O servidor da Guarda Patrimonial de Maringá suspeito de matar o próprio irmão a tiros em Capitão Leônidas Marques, no Oeste do Paraná, se apresentou à polícia nesta terça-feira, 15, acompanhado de três advogados. Ele foi ouvido pelas autoridades e, posteriormente, liberado.
O crime aconteceu na tarde do domingo, 13, na região da Linha Hortelã, onde os irmãos mantinham propriedades rurais vizinhas. A vítima, José Arídio Schiavi, conhecido como Orides, morreu no local após ser atingida por um disparo de arma de fogo.
A nova informação obtida pelo Portal GMC Online aponta que o desentendimento entre os irmãos não começou no dia do crime. Segundo informações apuradas, os dois já vinham tendo conflitos nos últimos dias por causa da pavimentação de uma estrada de cascalho que passa entre as propriedades. As propriedades pertenciam à família e teriam sido divididas entre os irmãos como parte de uma herança.
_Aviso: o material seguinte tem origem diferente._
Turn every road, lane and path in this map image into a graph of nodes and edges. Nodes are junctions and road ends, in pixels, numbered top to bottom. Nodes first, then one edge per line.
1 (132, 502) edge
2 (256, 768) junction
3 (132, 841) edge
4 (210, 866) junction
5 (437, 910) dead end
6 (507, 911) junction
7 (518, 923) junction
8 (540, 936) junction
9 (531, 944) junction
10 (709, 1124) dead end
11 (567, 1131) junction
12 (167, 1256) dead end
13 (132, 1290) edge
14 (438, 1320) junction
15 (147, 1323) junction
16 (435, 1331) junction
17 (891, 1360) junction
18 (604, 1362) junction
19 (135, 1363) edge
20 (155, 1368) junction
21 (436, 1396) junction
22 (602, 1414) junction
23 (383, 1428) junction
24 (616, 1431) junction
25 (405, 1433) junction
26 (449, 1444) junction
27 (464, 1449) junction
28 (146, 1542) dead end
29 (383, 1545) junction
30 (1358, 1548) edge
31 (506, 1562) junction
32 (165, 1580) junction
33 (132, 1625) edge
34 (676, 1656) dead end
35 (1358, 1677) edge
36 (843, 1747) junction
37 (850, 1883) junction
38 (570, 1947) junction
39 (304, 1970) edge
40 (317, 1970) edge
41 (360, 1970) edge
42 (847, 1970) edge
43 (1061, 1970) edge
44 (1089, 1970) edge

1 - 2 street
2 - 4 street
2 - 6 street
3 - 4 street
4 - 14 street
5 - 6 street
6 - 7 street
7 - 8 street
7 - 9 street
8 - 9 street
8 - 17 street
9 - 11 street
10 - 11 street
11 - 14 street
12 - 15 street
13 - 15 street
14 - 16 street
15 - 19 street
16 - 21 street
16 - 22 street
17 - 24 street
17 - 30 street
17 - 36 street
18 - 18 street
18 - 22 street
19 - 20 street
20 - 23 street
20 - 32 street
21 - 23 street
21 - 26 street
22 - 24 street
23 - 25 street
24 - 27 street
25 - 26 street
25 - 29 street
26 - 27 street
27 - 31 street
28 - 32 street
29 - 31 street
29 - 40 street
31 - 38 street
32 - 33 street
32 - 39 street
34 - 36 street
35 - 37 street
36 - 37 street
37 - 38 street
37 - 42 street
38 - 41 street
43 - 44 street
Com a divisão, os dois passaram a ser vizinhos de chácaras na região.
Discussão começou por causa de estrada
Segundo as informações levantadas, um dos irmãos defendia a pavimentação do trecho de estrada que passa entre as propriedades, enquanto José Arídio não concordava com a intervenção. O assunto teria provocado uma série de desentendimentos entre os dois.
Na quinta-feira (10), quatro dias antes do homicídio, os irmãos teriam tido uma nova discussão. Durante a briga, o servidor da Guarda Patrimonial teria sido atingido por uma facada no rosto e precisado receber 10 pontos no ferimento. Ainda conforme as informações apuradas, o servidor não registrou boletim de ocorrência sobre o episódio. No hospital, teria informado que havia se ferido em uma cerca de arame farpado.
Guarda teria reagido a ataque durante pescaria
A versão apresentada sobre o domingo indica que o servidor e a esposa haviam saído para pescar. Na volta para a propriedade, os dois teriam sido surpreendidos por José Arídio, que estaria armado com uma faca. Conforme essa versão, o irmão teria partido em direção ao casal. A mulher foi atingida por um golpe na região do ombro e também sofreu uma lesão no joelho.
Durante a confusão, o servidor, que estaria com uma espingarda calibre 32, teria efetuado um único disparo contra José Arídio. O tiro atingiu o rosto da vítima, que morreu ainda no local. Depois da ocorrência, o servidor deixou a área e, segundo as informações iniciais, teria seguido armado para uma região de mata próxima ao Parque Nacional do Iguaçu.
Suspeito se apresentou e foi liberado
Após permanecer fora do alcance das autoridades, o servidor se apresentou à polícia acompanhado de três advogados. Ele prestou depoimento sobre o caso e foi liberado após ser ouvido. A apresentação representa uma mudança no andamento do caso, que inicialmente era tratado como uma ocorrência em que o suspeito havia deixado o local e ainda não tinha sido localizado.
A investigação deverá esclarecer a sequência dos acontecimentos, incluindo as discussões anteriores entre os irmãos, o episódio envolvendo a faca, a dinâmica do confronto ocorrido no domingo e as circunstâncias do disparo que matou José Arídio.
Polícia investiga o caso
A Polícia Militar e a Polícia Civil foram acionadas após o crime. Equipes da Criminalística também estiveram na propriedade para realizar os levantamentos necessários à investigação. O corpo de José Arídio foi recolhido pelo Instituto Médico-Legal (IML) de Cascavel. A Polícia Civil deverá analisar os relatos dos envolvidos, as circunstâncias que antecederam o disparo e os demais elementos coletados durante a investigação.
O Portal GMC Online acompanha o caso e atualizará a reportagem conforme novas informações forem confirmadas oficialmente.